Fucking guy. Why didn’t he just do what any normal man would do, sock me one in the face (or balls in this case, ha), bask in the glow of his girlfriend’s adoration and be done with it?
Now I’m sitting on another bench, but this time it’s in a cage.
I’m running through all the terrible scenarios that could happen.
Worst of them all, is I end up back in London.
No lie, I’m just not ready for that.
For sure I would be free and I could do whatever I felt like doing, but I would happily risk time in a Taipei prison for harassment if it meant I could carry on ignoring my old life.
After all, I was the master, Mia had told me, of ignoring things.
You seem pretty fine, she said, when I came home after getting fired from the paper.
I am fine, I said, opening the fridge.
She grabbed her jacket and said, Let’s go.
The tall grass towered and glowed gold as we lay on the ground, staring up at the blue.

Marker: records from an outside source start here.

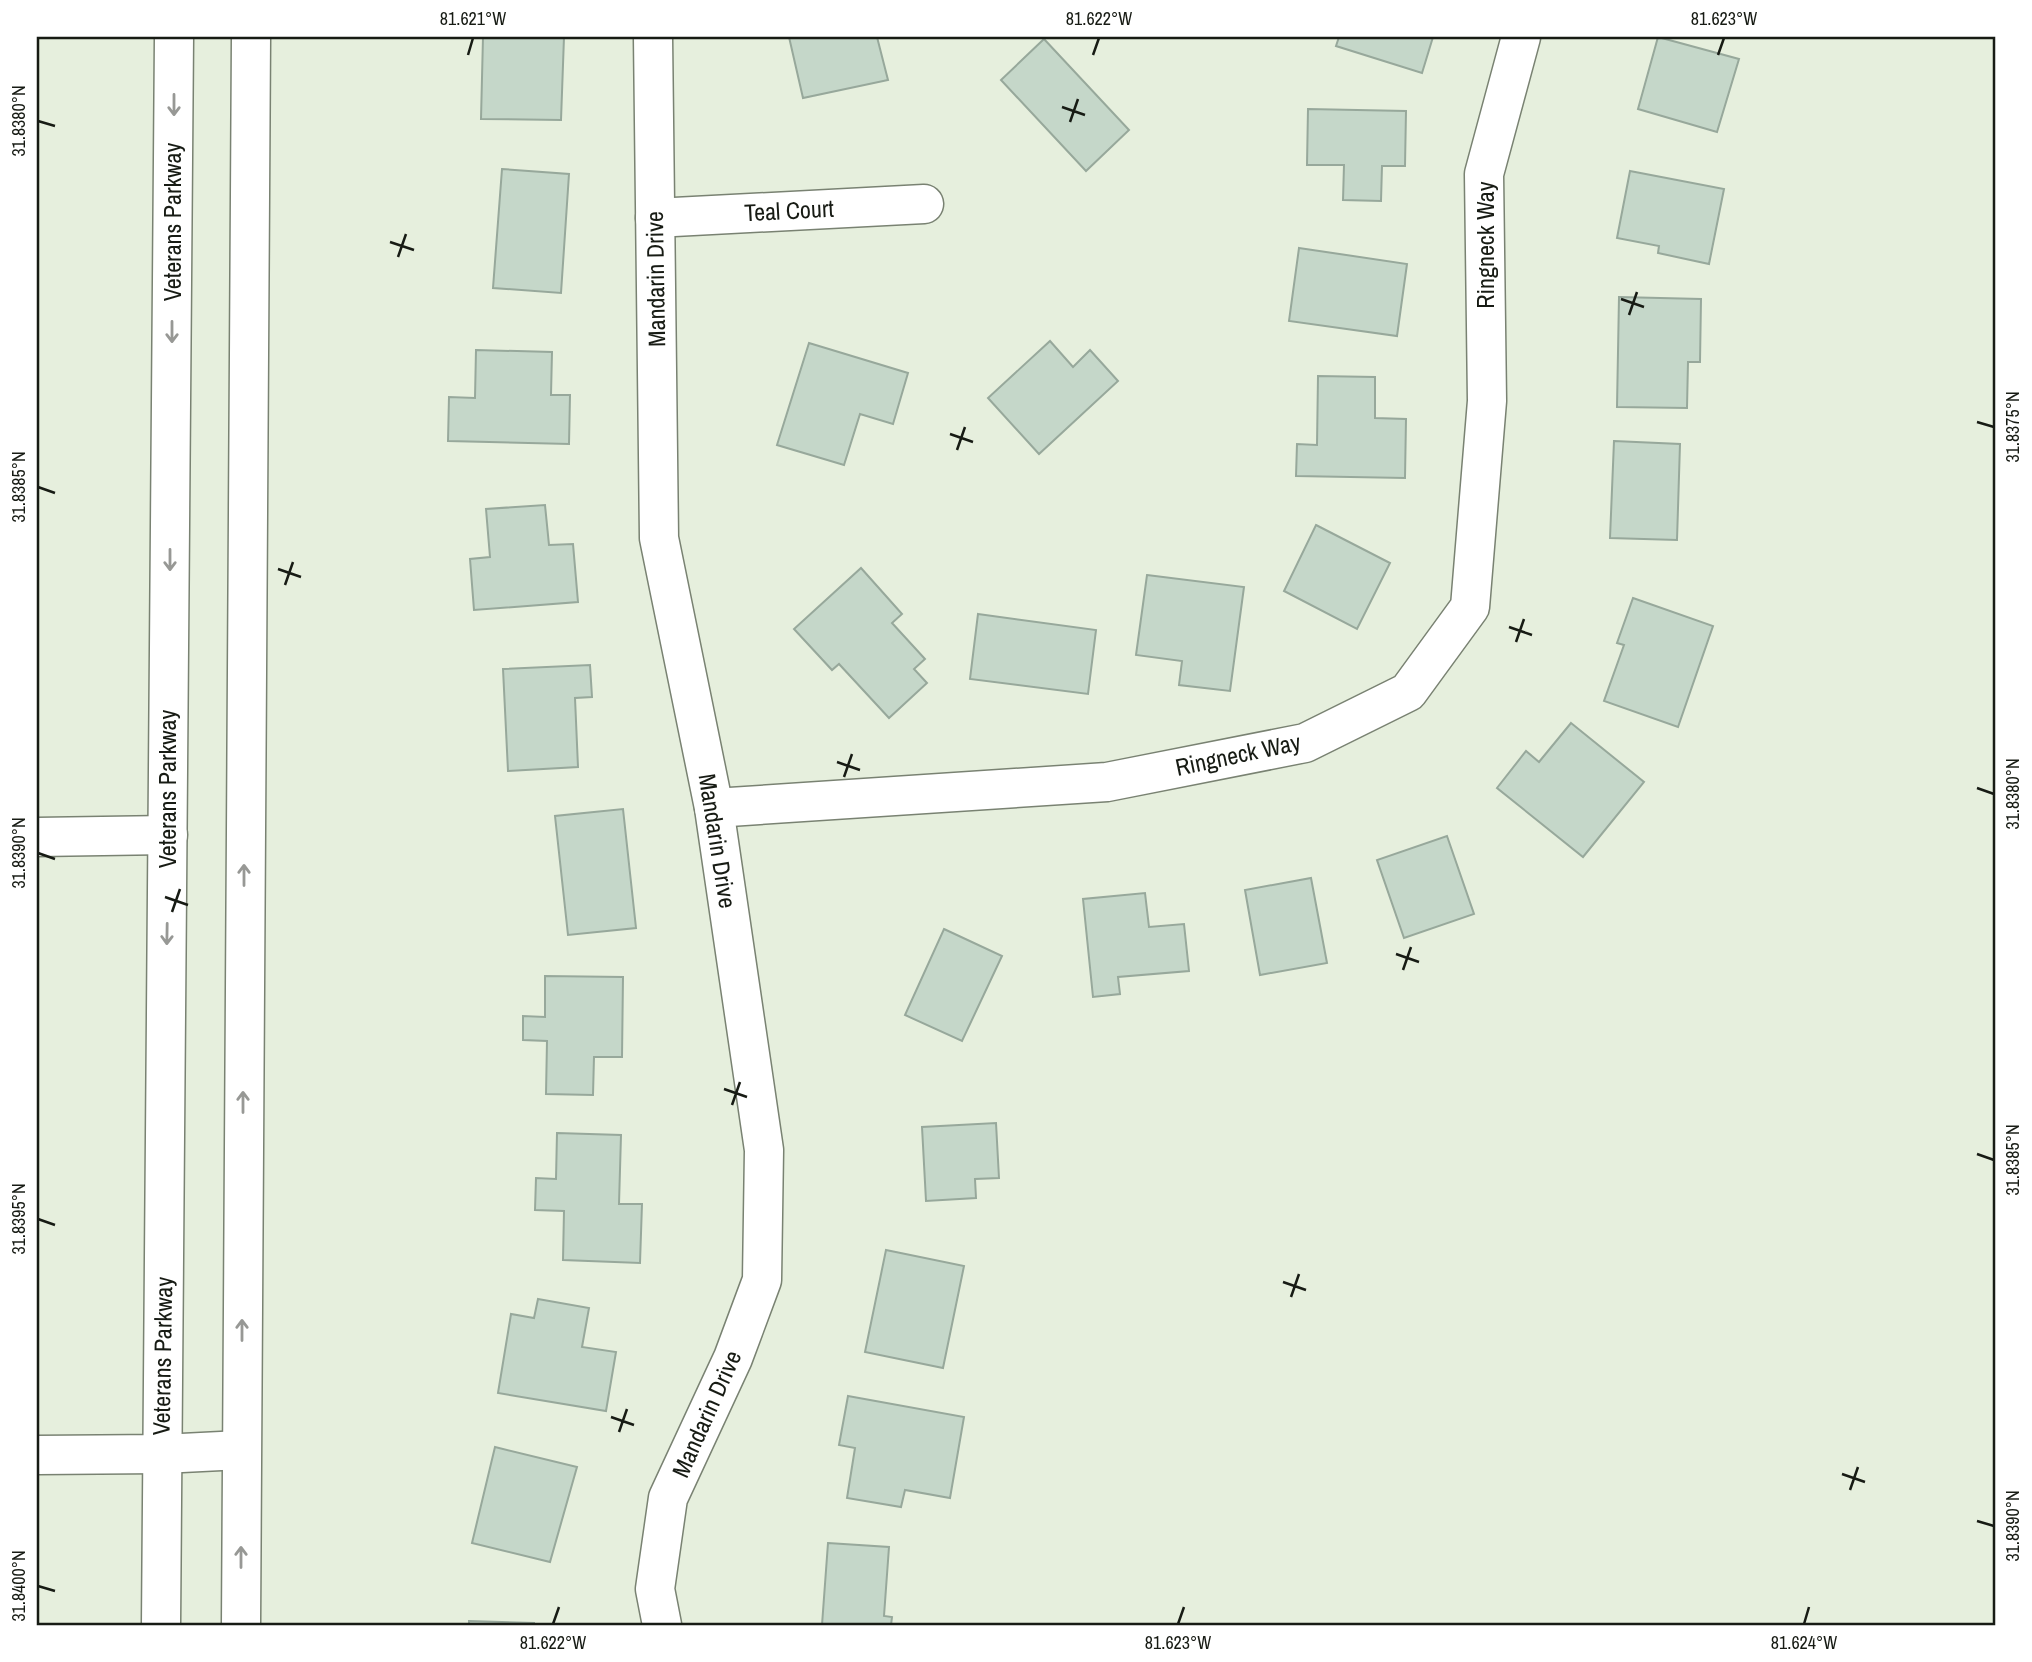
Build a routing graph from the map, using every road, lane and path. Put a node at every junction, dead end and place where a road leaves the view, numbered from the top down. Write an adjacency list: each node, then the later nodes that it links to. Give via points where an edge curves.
1 (174, 37): 8 (street, Veterans Parkway, one-way to 8)
2 (251, 37): 10 (street, one-way to 2)
3 (653, 37): 6 (street, Mandarin Drive)
4 (1521, 37): 7 (street, Ringneck Way, via 1484,174 1487,401 1470,607 1408,692 1305,743 1107,782)
5 (924, 204): 6 (street, Teal Court)
6 (655, 218): 7 (street, Mandarin Drive, via 659,538)
7 (714, 808): 15 (street, Mandarin Drive, via 764,1150 762,1280 733,1358 668,1498 655,1588)
8 (168, 835): 9 (street); 11 (street, Veterans Parkway, one-way to 11)
9 (37, 837)
10 (241, 1450): 11 (street); 14 (street, one-way to 10)
11 (162, 1454): 12 (street); 13 (street, Veterans Parkway)
12 (37, 1455)
13 (161, 1625)
14 (241, 1625)
15 (662, 1625)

I watched a cloud dawdle from right to left.
Mia moved to rest her head on my shoulder. Her hair tickled my arm.
For real, Mia had warmth. When I was with her, especially in the quiet moments like this, or after we had sex, I felt like I had warmth too.
Like I’d somehow absorbed it by being next to her, with her, inside her.
You know what it felt like? It felt like all the heavy, joy-sucking douchebag cynicism in me had vacated.
She rolled over and I rested my lips on the downy fuzz at the base of her neck, exposed by her tied-up hair.
My happy place.
I’m sorry you got fired, she said, turning her head towards me. For someone like you, that must be hard to take.
Someone like me?
You know. An overachiever. A perfectionist.
My hot breath bounced off her neck and back onto my mouth. I liked the way it made the fuzz stick to my lips.
I guess, I said.
Actually, I said, it makes me feel like trampled dog shit, replaying the still fresh, still terrible memory of my picture editor giving me the sack.
Mia shuffled her back and her butt into me more, took hold of my arm with her hand.
Love you, she said.
A metallic rattling sound shocks me out of my thoughts.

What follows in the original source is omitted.